For the last year, I have been trying to find a way to get to Wudang Mountain Tai Chi and martial arts ‘mecca’. It’s about 1,000 miles from where I am and the only direct train is a 27 hour journey each way. I didn’t fancy that so had to look elsewhere. Also, I have only a weekend to play with and 27 hour journeys don’t fit that well into a weekend.
China has invested a mammoth amount of money into the high speed train network, so major routes have had their journey times halved. Unfortunately, Wudang Mountain is not on any major routes and the train station in Wudangshan still only takes the old slower trains.
The trick was to find a fast train nearby and get the last bit of the journey on a slow train. Wudang sits in between two major routes for high speed trains and when I say “sits in between” the nearest one is about 300 miles away.
China also has massive demand for trains as they are a very cheap and easy way to get around the country. Buses are cheaper still but much slower and no sleepers. Flying is expensive and very unreliable.
Each time we tried to look at a trip to Wudangshan we couldn’t make the trains available work in a weekend. There were too many stopovers in unknown cities and only hard seats for 14 hours. It was too difficult. So we kept putting it off and going somewhere else. The one time we found a good route it had all sold out.
We finally got a free weekend and an extra day as Monday was a holiday, so we booked our tickets and got ready to go.
We transferred through Wuhan, a big city west of Shanghai, famous for having the worst pollution anywhere in China. It was 7 hours journey time for each leg. Sorted!

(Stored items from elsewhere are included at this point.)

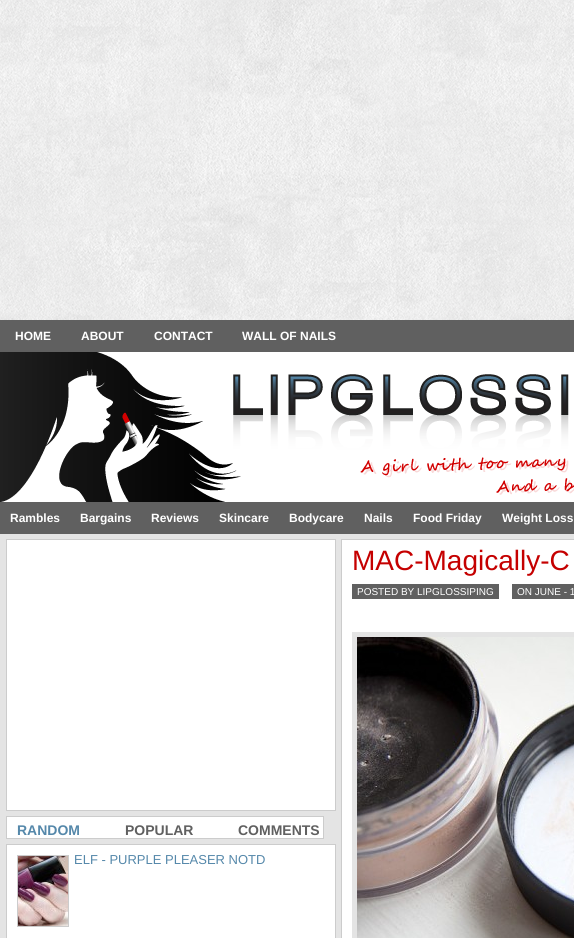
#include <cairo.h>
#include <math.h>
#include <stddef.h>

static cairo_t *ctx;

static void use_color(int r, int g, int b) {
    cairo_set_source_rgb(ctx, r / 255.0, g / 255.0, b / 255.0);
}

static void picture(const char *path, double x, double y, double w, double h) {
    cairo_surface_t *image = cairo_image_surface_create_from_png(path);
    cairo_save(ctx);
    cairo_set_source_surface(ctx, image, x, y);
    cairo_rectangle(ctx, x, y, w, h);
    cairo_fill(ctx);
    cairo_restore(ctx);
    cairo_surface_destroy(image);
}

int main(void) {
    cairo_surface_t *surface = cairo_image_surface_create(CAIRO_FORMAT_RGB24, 574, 938);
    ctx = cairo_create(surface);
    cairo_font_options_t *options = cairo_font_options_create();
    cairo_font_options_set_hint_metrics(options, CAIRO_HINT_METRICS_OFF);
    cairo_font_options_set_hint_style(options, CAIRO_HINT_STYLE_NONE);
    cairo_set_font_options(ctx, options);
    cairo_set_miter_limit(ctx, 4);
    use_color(255, 255, 255);
    cairo_paint(ctx);
    picture("img1.png", 0, 0, 574, 320);
    use_color(96, 96, 96);
    cairo_rectangle(ctx, 0, 320, 574, 214);
    cairo_fill(ctx);
    cairo_select_font_face(ctx, "Liberation Sans", CAIRO_FONT_SLANT_NORMAL, CAIRO_FONT_WEIGHT_BOLD);
    cairo_set_font_size(ctx, 12);
    use_color(255, 255, 255);
    cairo_move_to(ctx, 15, 340);
    cairo_show_text(ctx, "HOME");
    cairo_move_to(ctx, 81, 340);
    cairo_show_text(ctx, "ABOUT");
    cairo_move_to(ctx, 154, 340);
    cairo_show_text(ctx, "CONTACT");
    cairo_move_to(ctx, 242, 340);
    cairo_show_text(ctx, "WALL OF NAILS");
    picture("img2.png", 0, 352, 574, 150);
    cairo_move_to(ctx, 10, 522);
    cairo_show_text(ctx, "Rambles");
    cairo_move_to(ctx, 80, 522);
    cairo_show_text(ctx, "Bargains");
    cairo_move_to(ctx, 151, 522);
    cairo_show_text(ctx, "Reviews");
    cairo_move_to(ctx, 219, 522);
    cairo_show_text(ctx, "Skincare");
    cairo_move_to(ctx, 289, 522);
    cairo_show_text(ctx, "Bodycare");
    cairo_move_to(ctx, 364, 522);
    cairo_show_text(ctx, "Nails");
    cairo_move_to(ctx, 413, 522);
    cairo_show_text(ctx, "Food Friday");
    cairo_move_to(ctx, 502, 522);
    cairo_show_text(ctx, "Weight Loss");
    use_color(228, 228, 228);
    cairo_rectangle(ctx, 0, 534, 574, 404);
    cairo_fill(ctx);
    use_color(255, 255, 255);
    cairo_rectangle(ctx, 341.5, 539.5, 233, 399);
    cairo_fill_preserve(ctx);
    use_color(204, 204, 204);
    cairo_set_line_width(ctx, 1);
    cairo_stroke(ctx);
    cairo_select_font_face(ctx, "Liberation Sans", CAIRO_FONT_SLANT_NORMAL, CAIRO_FONT_WEIGHT_NORMAL);
    cairo_set_font_size(ctx, 28);
    use_color(197, 0, 0);
    cairo_move_to(ctx, 352, 570);
    cairo_show_text(ctx, "MAC-Magically-C");
    use_color(96, 96, 96);
    cairo_rectangle(ctx, 352, 584, 147, 15);
    cairo_fill(ctx);
    cairo_set_font_size(ctx, 10);
    use_color(255, 255, 255);
    cairo_move_to(ctx, 357, 595);
    cairo_show_text(ctx, "POSTED BY LIPGLOSSIPING");
    use_color(96, 96, 96);
    cairo_rectangle(ctx, 512, 584, 62, 15);
    cairo_fill(ctx);
    use_color(255, 255, 255);
    cairo_move_to(ctx, 517, 595);
    cairo_show_text(ctx, "ON JUNE - 1");
    use_color(228, 228, 228);
    cairo_rectangle(ctx, 352, 632, 222, 306);
    cairo_fill(ctx);
    picture("img3.png", 357, 637, 217, 301);
    use_color(255, 255, 255);
    cairo_rectangle(ctx, 6.5, 539.5, 329, 271);
    cairo_fill_preserve(ctx);
    use_color(204, 204, 204);
    cairo_stroke(ctx);
    use_color(255, 255, 255);
    cairo_rectangle(ctx, 6.5, 816.5, 317, 22);
    cairo_fill_preserve(ctx);
    use_color(204, 204, 204);
    cairo_stroke(ctx);
    cairo_select_font_face(ctx, "Liberation Sans", CAIRO_FONT_SLANT_NORMAL, CAIRO_FONT_WEIGHT_BOLD);
    cairo_set_font_size(ctx, 14);
    use_color(85, 136, 170);
    cairo_move_to(ctx, 17, 835);
    cairo_show_text(ctx, "RANDOM");
    use_color(96, 96, 96);
    cairo_move_to(ctx, 125, 835);
    cairo_show_text(ctx, "POPULAR");
    cairo_move_to(ctx, 238, 835);
    cairo_show_text(ctx, "COMMENTS");
    use_color(255, 255, 255);
    cairo_rectangle(ctx, 6.5, 844.5, 329, 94);
    cairo_fill_preserve(ctx);
    use_color(204, 204, 204);
    cairo_stroke(ctx);
    cairo_rectangle(ctx, 17, 855, 52, 72);
    cairo_fill(ctx);
    picture("img4.png", 18, 856, 50, 70);
    cairo_select_font_face(ctx, "Liberation Sans", CAIRO_FONT_SLANT_NORMAL, CAIRO_FONT_WEIGHT_NORMAL);
    cairo_set_font_size(ctx, 13);
    use_color(85, 136, 170);
    cairo_move_to(ctx, 74, 864);
    cairo_show_text(ctx, "ELF - PURPLE PLEASER NOTD");
    cairo_surface_write_to_png(surface, "result.png");
    cairo_font_options_destroy(options);
    cairo_destroy(ctx);
    cairo_surface_destroy(surface);
    return 0;
}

Everything was smooth and easy and after we dropped our bags off at the hotel we started our days’ hike around the area. Wudang is a pretty place, no doubt about it. You can see why the Daoist’s liked it. We visited many of the temples on the mountain, took lots of pictures and I made some videos for the shop website. All was going well until we hit the crowds.
Chinese people like sticking to the routes, you won’t see many people “going off piste”. Also Wudang mountain Tai Chi area is a massive place so if you have limited fitness and want to see the best bits, you naturally stick to only one of the routes. We had just arrived at this route. In short if you have the amount of people all trying to get up a thin flights of stairs and the same amount of people also trying to get down, all you get is chaos. No moved for about half an hour. Chinese people aren’t shy when it comes to pushing or getting by you, so after a while we all, including all the Chinese started getting a little irritated. There was lot of shouting and more pushing and the only resolution was when a hardened chap in an army uniform came over and started barking orders at hundred miles an hour and everyone soon fell into line. After this at each flight of stairs we found a new army man, shouting at everyone and things pootled along slowly. It was like this for the rest of the day, standing on stairs, shuffling along, with the odd pushing, jab in the ribs.
It was getting late but we’d committed to getting to the top so we endured the crowds and saw the solid bronze temple at the top of the Wudang Mountain Tai Chi complex. Unfortunately I have no pictures as all I could really see was people’s heads!
I shuffled over to an edge and got a fantastic view of the whole landscape. I noticed one of the Daoism monks / priests standing next to me also enjoying the view. I got talking to him and asked a few questions.
He was a really nice chap and we were chatting for about 20 minutes, I asked where all the Tai Chi was as I hadn’t seen any and he said that they all stay out of the tourists way on busy days and train indoors away from it all. He pointed out the buildings where they train. “Any westerners?” I asked. “Not up here” he said, “down in the town there are loads but not here”. “Could I train up here?” I asked him, “Of course, just come up and train with us” he said, “no problem”. Great, that’s a trip for another time then. I’ll see how I get on at Shaolin first.
That was that day really, apart from the 2 hours of queuing to get off the mountain via the gondola. My legs were tired by then and I didn’t fancy the 20 mile walk back down to the city.
We ate on the street in the evening and got an early night for the next day of hiking.